La petite, trop courte pour être vue dans la foule, fut enfin découverte.

Les cheveux de Qin Wanwan étaient à nouveau en désordre. La jambe sur laquelle elle s'appuyait bougea soudain, et elle perdit l'équilibre, tombant sur les fesses.

Une paire de mains couleur blé s'étendit et ramassa la petite brioche au lait tombée.

Sa vision s'éleva, et elle vit un visage familier.

Qin Wanwan dit d'une voix plaintive : « Papa. »

Xie Chong, la tenant, demanda : « Tu n'étais pas censée dormir ? Pourquoi es-tu sortie ? »

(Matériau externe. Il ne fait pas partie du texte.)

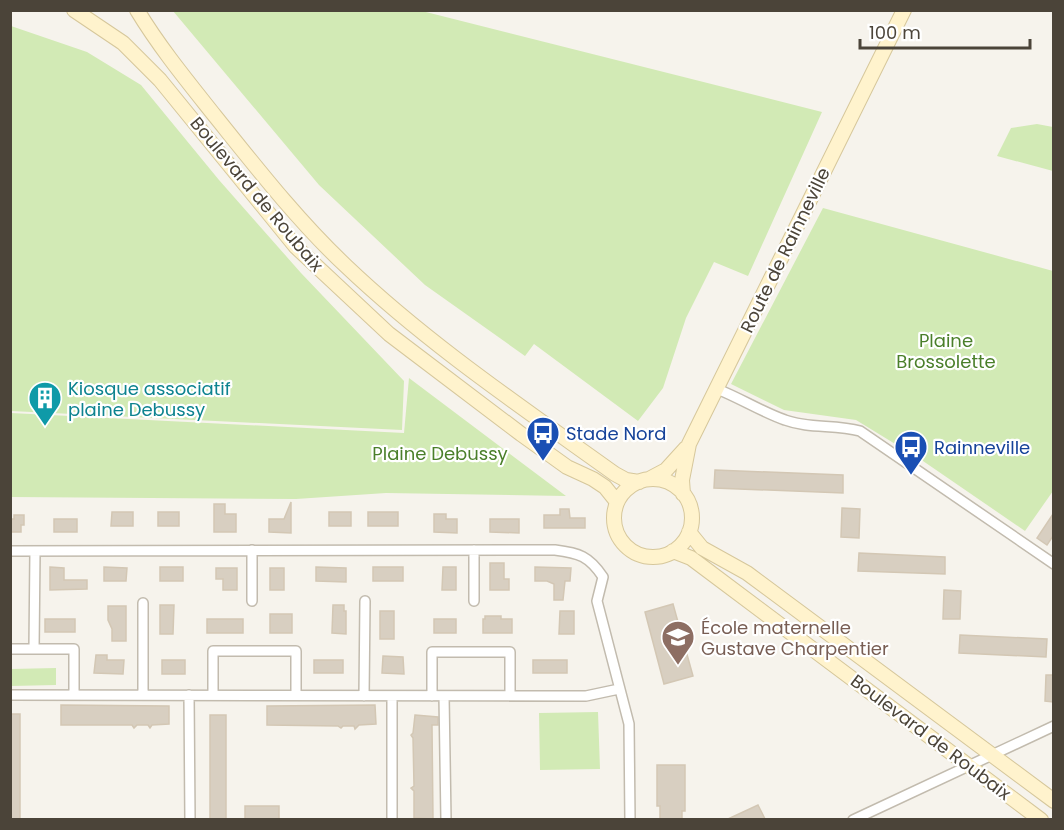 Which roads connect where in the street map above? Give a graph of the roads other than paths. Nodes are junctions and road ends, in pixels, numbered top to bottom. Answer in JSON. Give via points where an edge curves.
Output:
{"nodes":[{"id":1,"x":74,"y":10,"type":"edge"},
{"id":2,"x":137,"y":10,"type":"edge"},
{"id":3,"x":904,"y":10,"type":"edge"},
{"id":4,"x":717,"y":388,"type":"junction"},
{"id":5,"x":689,"y":444,"type":"junction"},
{"id":6,"x":644,"y":481,"type":"junction"},
{"id":7,"x":683,"y":494,"type":"junction"},
{"id":8,"x":617,"y":502,"type":"junction"},
{"id":9,"x":689,"y":532,"type":"junction"},
{"id":10,"x":10,"y":550,"type":"edge"},
{"id":11,"x":35,"y":550,"type":"junction"},
{"id":12,"x":252,"y":550,"type":"junction"},
{"id":13,"x":474,"y":550,"type":"junction"},
{"id":14,"x":673,"y":551,"type":"junction"},
{"id":15,"x":1053,"y":564,"type":"edge"},
{"id":16,"x":252,"y":601,"type":"dead end"},
{"id":17,"x":365,"y":601,"type":"dead end"},
{"id":18,"x":474,"y":601,"type":"dead end"},
{"id":19,"x":143,"y":603,"type":"dead end"},
{"id":20,"x":10,"y":649,"type":"edge"},
{"id":21,"x":34,"y":649,"type":"junction"},
{"id":22,"x":619,"y":689,"type":"junction"},
{"id":23,"x":10,"y":695,"type":"edge"},
{"id":24,"x":74,"y":695,"type":"junction"},
{"id":25,"x":143,"y":695,"type":"junction"},
{"id":26,"x":189,"y":695,"type":"junction"},
{"id":27,"x":213,"y":695,"type":"junction"},
{"id":28,"x":296,"y":695,"type":"junction"},
{"id":29,"x":364,"y":696,"type":"junction"},
{"id":30,"x":392,"y":696,"type":"junction"},
{"id":31,"x":432,"y":696,"type":"junction"},
{"id":32,"x":444,"y":696,"type":"junction"},
{"id":33,"x":510,"y":696,"type":"junction"},
{"id":34,"x":1053,"y":726,"type":"edge"},
{"id":35,"x":992,"y":755,"type":"junction"},
{"id":36,"x":969,"y":765,"type":"junction"},
{"id":37,"x":1053,"y":801,"type":"edge"},
{"id":38,"x":190,"y":819,"type":"edge"},
{"id":39,"x":392,"y":819,"type":"edge"},
{"id":40,"x":446,"y":819,"type":"edge"},
{"id":41,"x":630,"y":819,"type":"edge"},
{"id":42,"x":853,"y":819,"type":"edge"},
{"id":43,"x":1041,"y":819,"type":"edge"}],
"edges":[{"from":1,"to":8,"type":"main road","name":"Boulevard de Roubaix","via":[[123,43],[160,80],[296,247],[389,334],[567,467],[605,487]]},
{"from":2,"to":6,"type":"main road","name":"Boulevard de Roubaix","via":[[232,136],[346,266],[419,330],[615,474],[626,480]]},
{"from":3,"to":4,"type":"main road","name":"Route de Rainneville"},
{"from":4,"to":5,"type":"main road","name":"Route de Rainneville"},
{"from":4,"to":15,"type":"street","via":[[786,421],[860,431]]},
{"from":5,"to":6,"type":"main road","via":[[666,470]]},
{"from":5,"to":7,"type":"main road","name":"Route de Rainneville"},
{"from":6,"to":7,"type":"main road","via":[[668,482]]},
{"from":6,"to":8,"type":"main road","via":[[630,486]]},
{"from":7,"to":9,"type":"main road","via":[[690,508]]},
{"from":8,"to":14,"type":"main road","via":[[614,524],[623,544],[641,556],[663,556]]},
{"from":9,"to":14,"type":"main road"},
{"from":9,"to":35,"type":"main road","name":"Boulevard de Roubaix","via":[[702,548],[747,573]]},
{"from":10,"to":11,"type":"street"},
{"from":11,"to":12,"type":"street"},
{"from":11,"to":21,"type":"street"},
{"from":12,"to":13,"type":"street"},
{"from":12,"to":16,"type":"street"},
{"from":13,"to":18,"type":"street"},
{"from":13,"to":22,"type":"street","via":[[555,550],[581,555],[595,564],[603,576],[597,601]]},
{"from":14,"to":36,"type":"main road","name":"Boulevard de Roubaix","via":[[691,558]]},
{"from":17,"to":29,"type":"street"},
{"from":19,"to":25,"type":"street"},
{"from":20,"to":21,"type":"street"},
{"from":21,"to":24,"type":"street","via":[[74,649]]},
{"from":22,"to":33,"type":"street","via":[[586,696]]},
{"from":22,"to":41,"type":"street","via":[[628,724]]},
{"from":23,"to":24,"type":"street"},
{"from":24,"to":25,"type":"street"},
{"from":25,"to":26,"type":"street"},
{"from":26,"to":27,"type":"street"},
{"from":26,"to":38,"type":"street"},
{"from":27,"to":28,"type":"street"},
{"from":27,"to":28,"type":"street","via":[[213,651],[296,651]]},
{"from":28,"to":29,"type":"street"},
{"from":29,"to":30,"type":"street"},
{"from":30,"to":31,"type":"street"},
{"from":30,"to":39,"type":"street"},
{"from":31,"to":32,"type":"street"},
{"from":31,"to":33,"type":"street","via":[[432,652],[510,652]]},
{"from":32,"to":33,"type":"street"},
{"from":32,"to":40,"type":"street"},
{"from":34,"to":35,"type":"street"},
{"from":35,"to":36,"type":"street"},
{"from":35,"to":37,"type":"main road","name":"Boulevard de Roubaix"},
{"from":36,"to":42,"type":"street"},
{"from":36,"to":43,"type":"main road","name":"Boulevard de Roubaix"}]}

Qin Wanwan enserra son cou de ses petits bras et ne dit rien.

Xie Chong avait aussi fini ses affaires et ordonna à tous : « Reposez-vous ici. Nous partons tôt demain matin. »

Après avoir dit cela, il partit, tenant l'enfant.

« Attends-moi. »

Keke battit rapidement des ailes et les poursuivit.

Qin Wanwan se sentit en sécurité serrant son Papa. Elle avait déjà sommeil et s'endormit vite.

La respiration régulière était proche de ses oreilles, et des souffles chauds pulvérisaient sur son cou, ce qui rendait Xie Chong très mal à l'aise et peu habitué.

Cependant, la petite chose dans ses bras serrait fort et ne pouvait pas être lâchée.

La tente de fortune était petite et chaude à l'intérieur.

Tous trouvèrent juste un endroit pour faire avec pour la nuit, et Xie Chong ne fit pas exception.

Il jeta un coup d'œil à la petite dans ses bras et dit du bout des lèvres « Ennuis ».

Puis, la tenant, il s'appuya contre un arbre et ferma les yeux pour se reposer.

Keke vola jusqu'à la cime de cet arbre et étira le cou, satisfait de voir la petiote dormir profondément dans les bras de son Papa.

Après un court repos pour la nuit, à la première lueur de l'aube le lendemain, Xie Chong confia la petite molle dans ses bras à Shen Shu pour la tenir, et alla s'occuper des gens sauvés du repaire de bandits hier.

Ceux qui pouvaient partir étaient partis. Ne restaient que certains qui n'avaient pas de foyer où retourner, et un qui n'osait pas partir.

Mettant ces jeunes dames de côté pour l'instant, Xie Chong regarda le jeune maître avec une expression mécontente.

« Pourquoi ne pars-tu pas ? »

Le jeune maître était dans un état débraillé, mais le tissu de ses vêtements semblait encore très beau. Sa peau fine et sa chair tendre indiquaient qu'il menait une vie confortable.

« Général, ma maison est à la ville de la préfecture d'An Sui. Votre armée passera par là, alors s'il vous plaît emmenez-moi. Mes gardes sont tous morts, et je n'ose vraiment pas y aller seul. »

Il dit d'un air lamentable : « En plus, mes frais de voyage ont tous été volés par les bandits. »

En parlant, il jeta un coup d'œil furtif à Xie Chong, pensant que les choses qui avaient été volées avaient toutes été prises par cet homme.